The other question often asked by non-Calvinists is, "Why would God command man to do something (i.e., repent and believe the Gospel, or as they say today, 'accept' Christ) when God knows that man cannot because he will not?" My response: Well, God has also declared to man that His Law must be obeyed, yet mankind, such as we are -- shut up in disobedience (Romans 11:32) -- cannot obey it. What then is God's point of such a seemingly contradictory unreasonableness on His part?
The FACT that His Law is good and righteous and holy combined with the FACT that we can't measure up because we don't want to obey should drive us to the only logical conclusion: beg for mercy and forgiveness which is made available by the sacrificial atonement of Christ. Yet, those who are not drawn by God to Himself to repent will never come out from under their own fig leaves.
Something else that I think about concerning this present-age argument of election by grace is what we SHALL be in the presence of God and the Lamb in the new life to come: just as Adam and Eve had (for lack of a more appropriate term) the 'freest' choice, in a sense, during their innocence to continue in obedience or not; and, just as mankind since the Fall and never please God by attempts at obedience (we can only please Him by faith and trust in Him); so the redeemed will never be able to disobey Him because they will be glorified with the righteousness of Christ. WOW!!! What an awesome redemption!
What is really repugnant to me is the unavoidable Arminian conclusion that God somehow failed, that man can frustrate His plans, that God's hands are tied.

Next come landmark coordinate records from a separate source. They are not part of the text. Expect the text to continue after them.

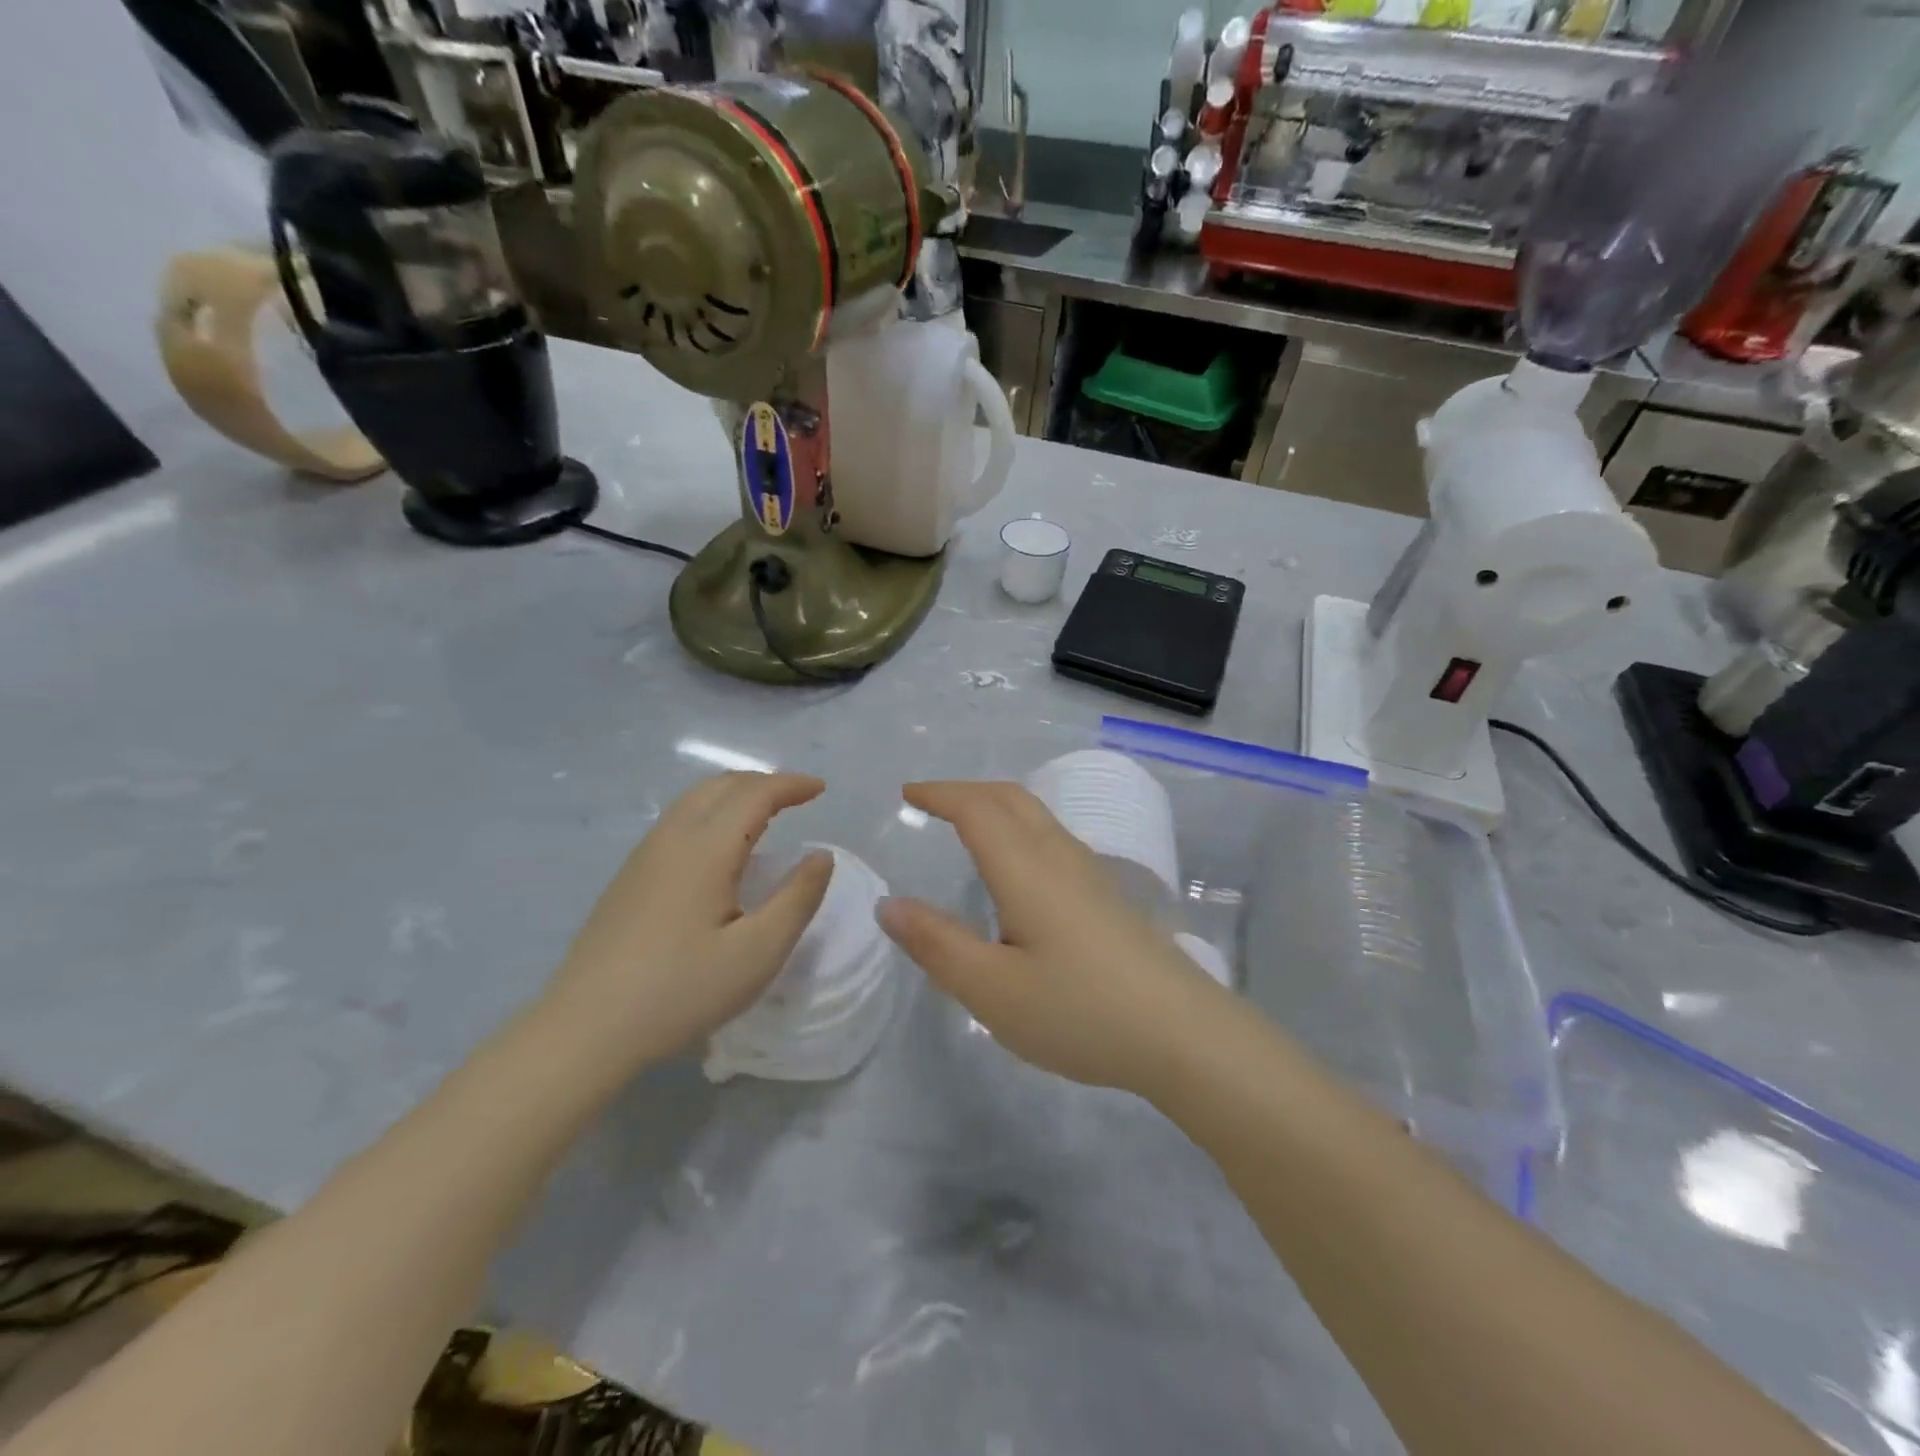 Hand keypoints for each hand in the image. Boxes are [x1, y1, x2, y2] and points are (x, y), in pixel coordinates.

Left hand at [544, 772, 833, 1067]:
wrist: (585, 1029)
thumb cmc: (681, 991)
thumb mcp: (758, 953)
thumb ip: (797, 899)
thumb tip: (821, 856)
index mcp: (705, 849)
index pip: (754, 794)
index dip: (791, 785)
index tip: (821, 789)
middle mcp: (671, 839)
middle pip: (720, 786)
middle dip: (764, 782)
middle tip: (798, 798)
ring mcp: (643, 856)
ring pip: (694, 801)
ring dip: (735, 795)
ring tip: (766, 814)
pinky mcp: (628, 878)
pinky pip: (678, 821)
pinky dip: (712, 813)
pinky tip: (721, 847)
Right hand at [877, 781, 1220, 1098]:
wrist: (1184, 1034)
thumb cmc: (1079, 1010)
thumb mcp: (991, 989)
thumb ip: (937, 944)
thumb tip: (890, 904)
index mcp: (1025, 868)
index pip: (976, 809)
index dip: (940, 794)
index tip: (908, 793)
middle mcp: (1059, 856)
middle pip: (1011, 798)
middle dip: (967, 791)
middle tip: (932, 802)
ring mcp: (1090, 874)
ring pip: (1037, 816)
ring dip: (996, 807)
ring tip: (968, 827)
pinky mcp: (1108, 897)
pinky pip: (1053, 839)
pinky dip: (1019, 829)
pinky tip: (1018, 870) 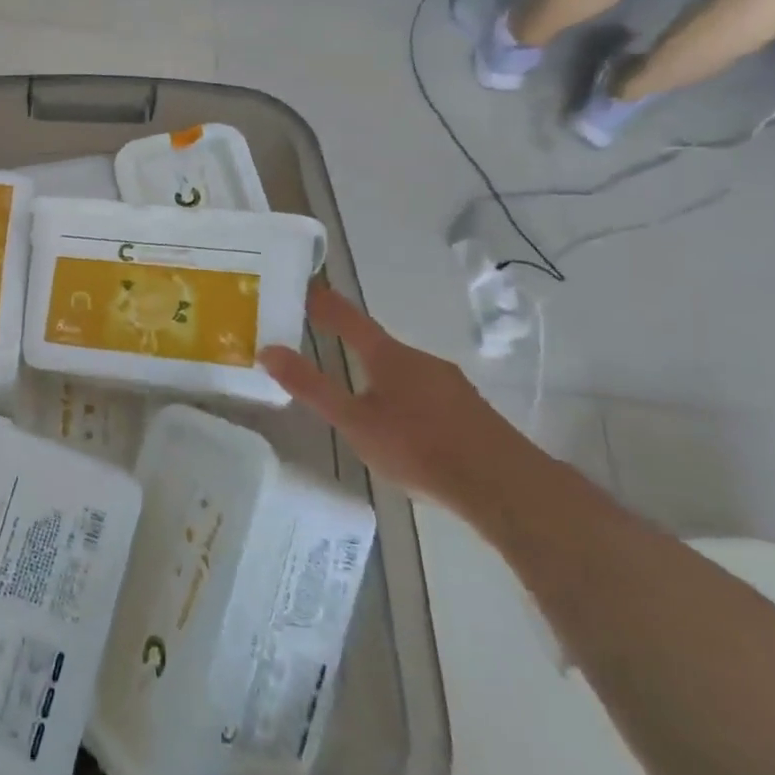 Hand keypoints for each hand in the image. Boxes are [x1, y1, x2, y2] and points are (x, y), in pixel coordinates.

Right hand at [258, 283, 536, 520]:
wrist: (506, 487)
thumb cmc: (419, 448)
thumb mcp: (354, 422)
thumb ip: (312, 387)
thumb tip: (268, 350)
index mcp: (389, 357)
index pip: (349, 319)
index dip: (325, 304)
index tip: (306, 288)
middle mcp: (421, 360)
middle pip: (379, 346)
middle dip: (353, 345)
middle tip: (327, 348)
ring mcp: (451, 385)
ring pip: (405, 373)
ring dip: (381, 378)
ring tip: (362, 401)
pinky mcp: (470, 411)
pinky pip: (427, 395)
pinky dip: (406, 401)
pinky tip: (405, 430) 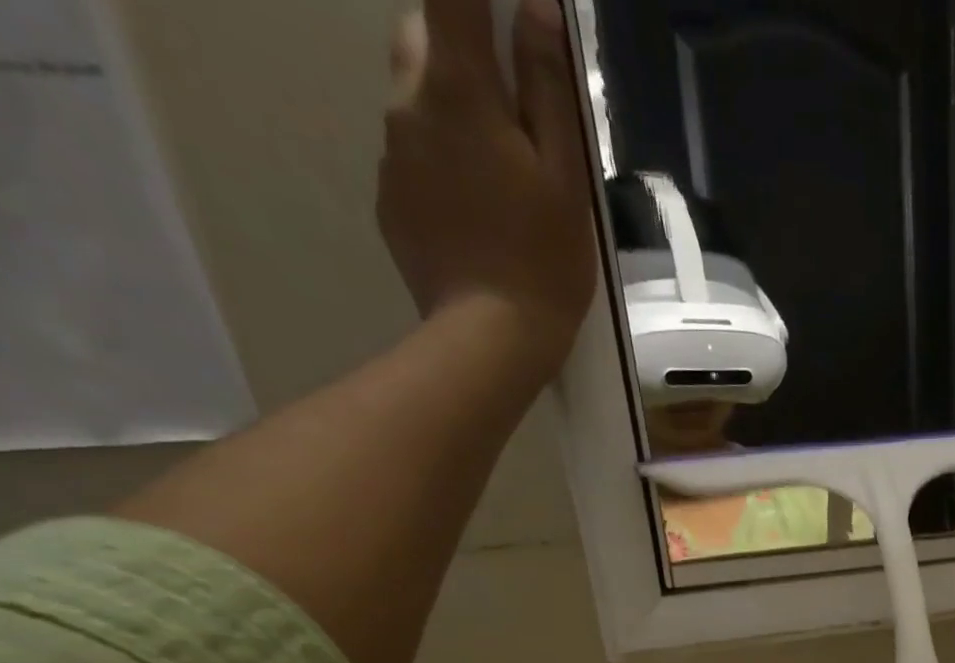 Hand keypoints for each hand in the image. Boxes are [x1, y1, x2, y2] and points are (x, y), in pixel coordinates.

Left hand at [378, 0, 597, 372]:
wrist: (490, 338)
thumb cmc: (543, 261)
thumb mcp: (565, 178)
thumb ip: (548, 90)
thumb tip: (536, 6)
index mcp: (459, 88)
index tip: (503, 8)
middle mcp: (408, 102)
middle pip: (423, 34)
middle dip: (462, 44)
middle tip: (510, 97)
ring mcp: (391, 153)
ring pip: (415, 98)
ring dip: (451, 109)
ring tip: (498, 173)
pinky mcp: (389, 200)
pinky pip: (411, 156)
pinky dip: (440, 163)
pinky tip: (476, 214) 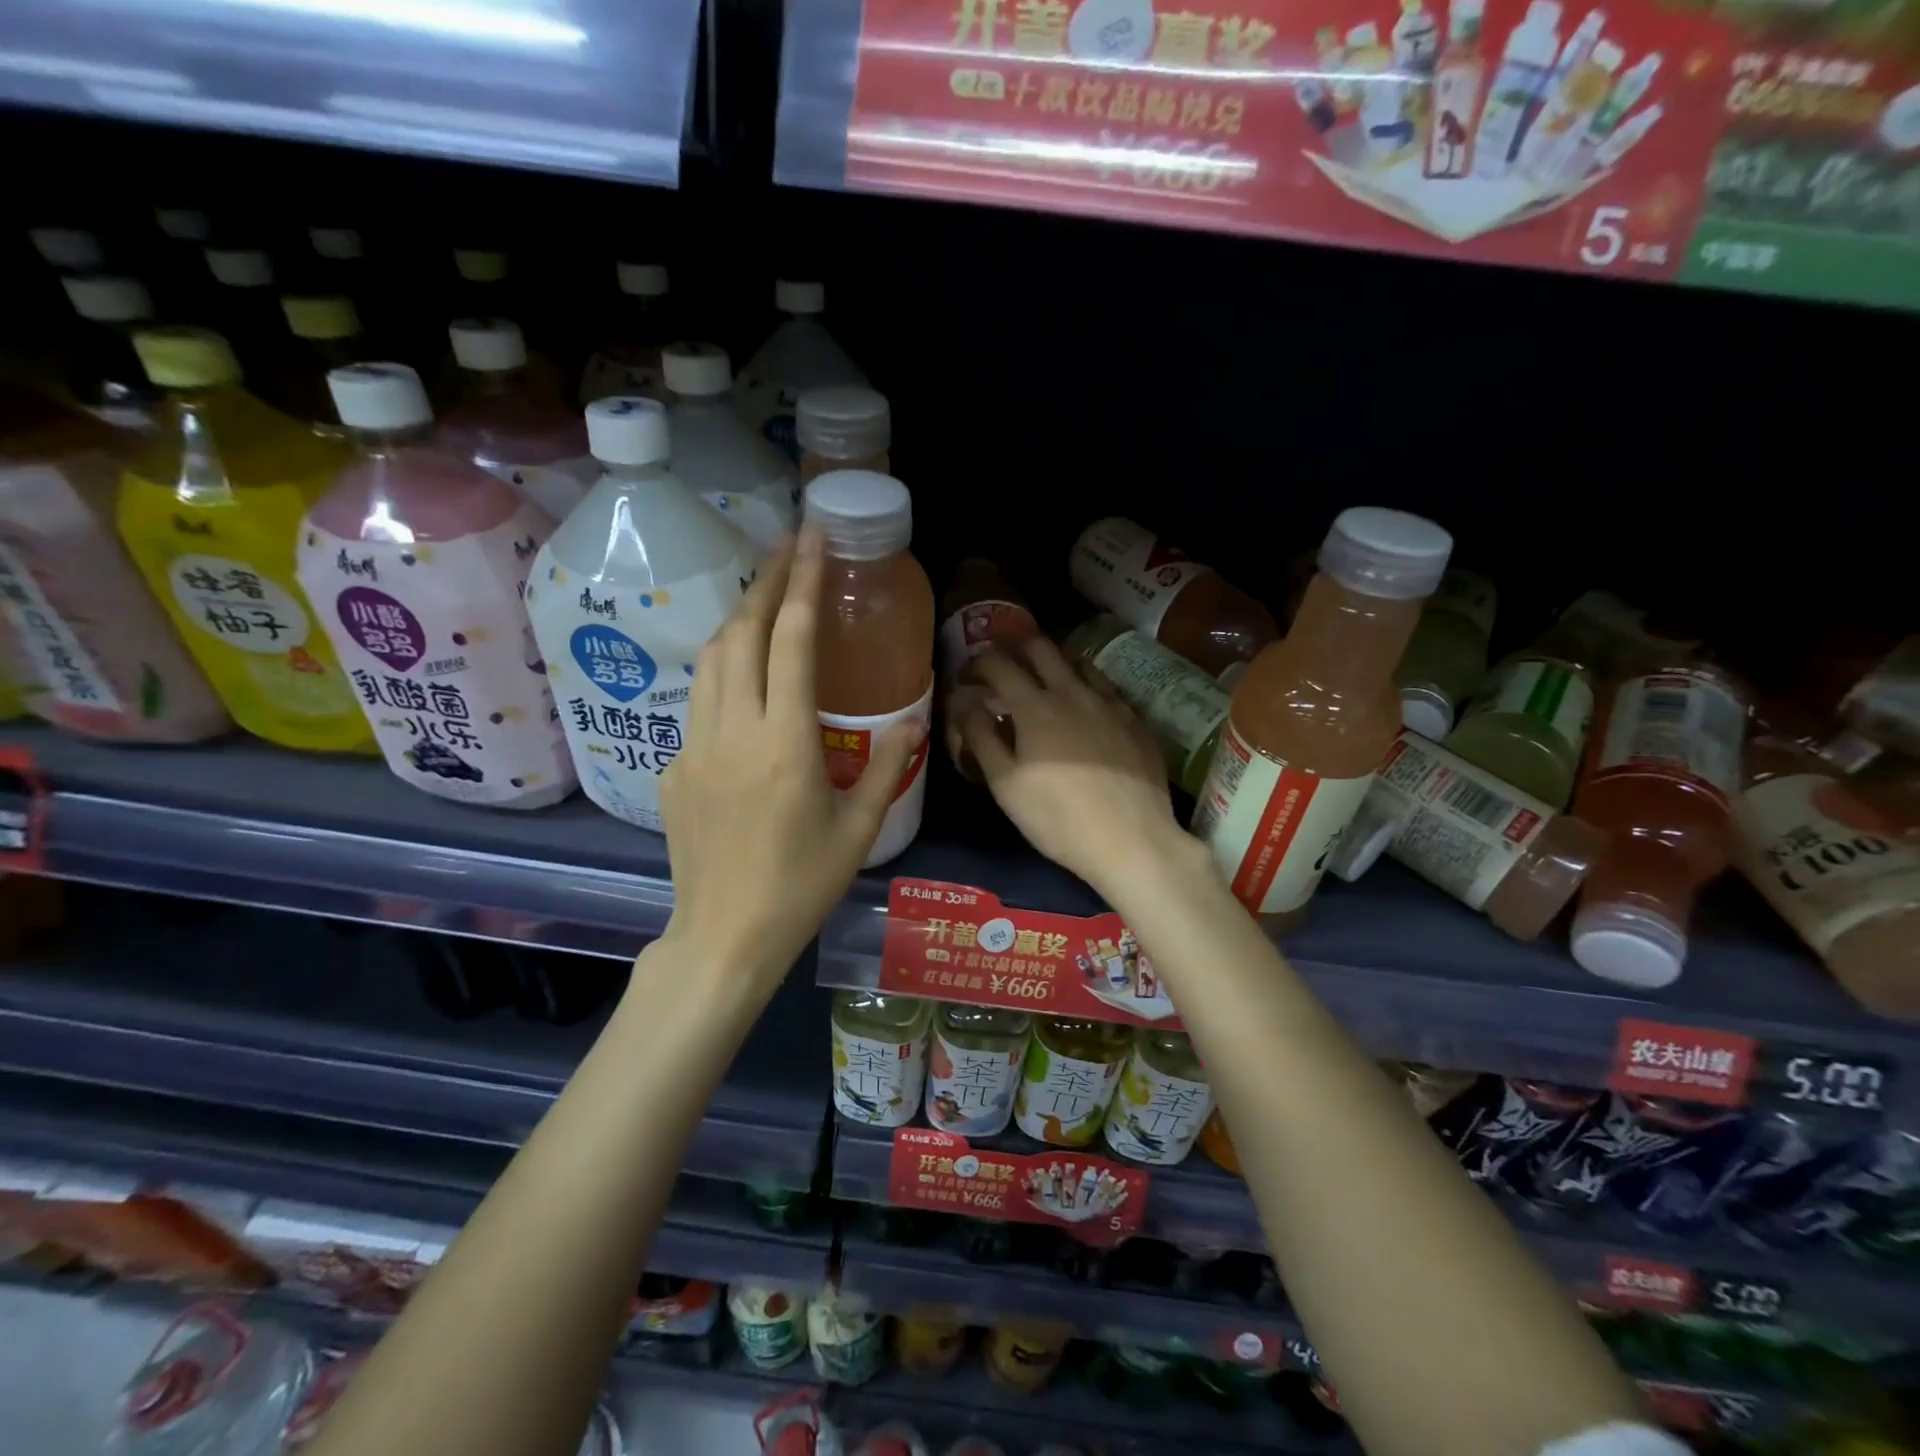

I again thank you for your website, and please let me know where I fall short in my understanding. I want to be sharpened and know that what I believe is true and Biblical.
Though He slay me, yet I will hope in Him...." Job 13:15a
<<Believe on the Lord Jesus Christ, and you shall be saved>>
Thank you for your email. It is all very good. You are very obviously thought these controversial issues out very well and have come to very sound Biblical conclusions.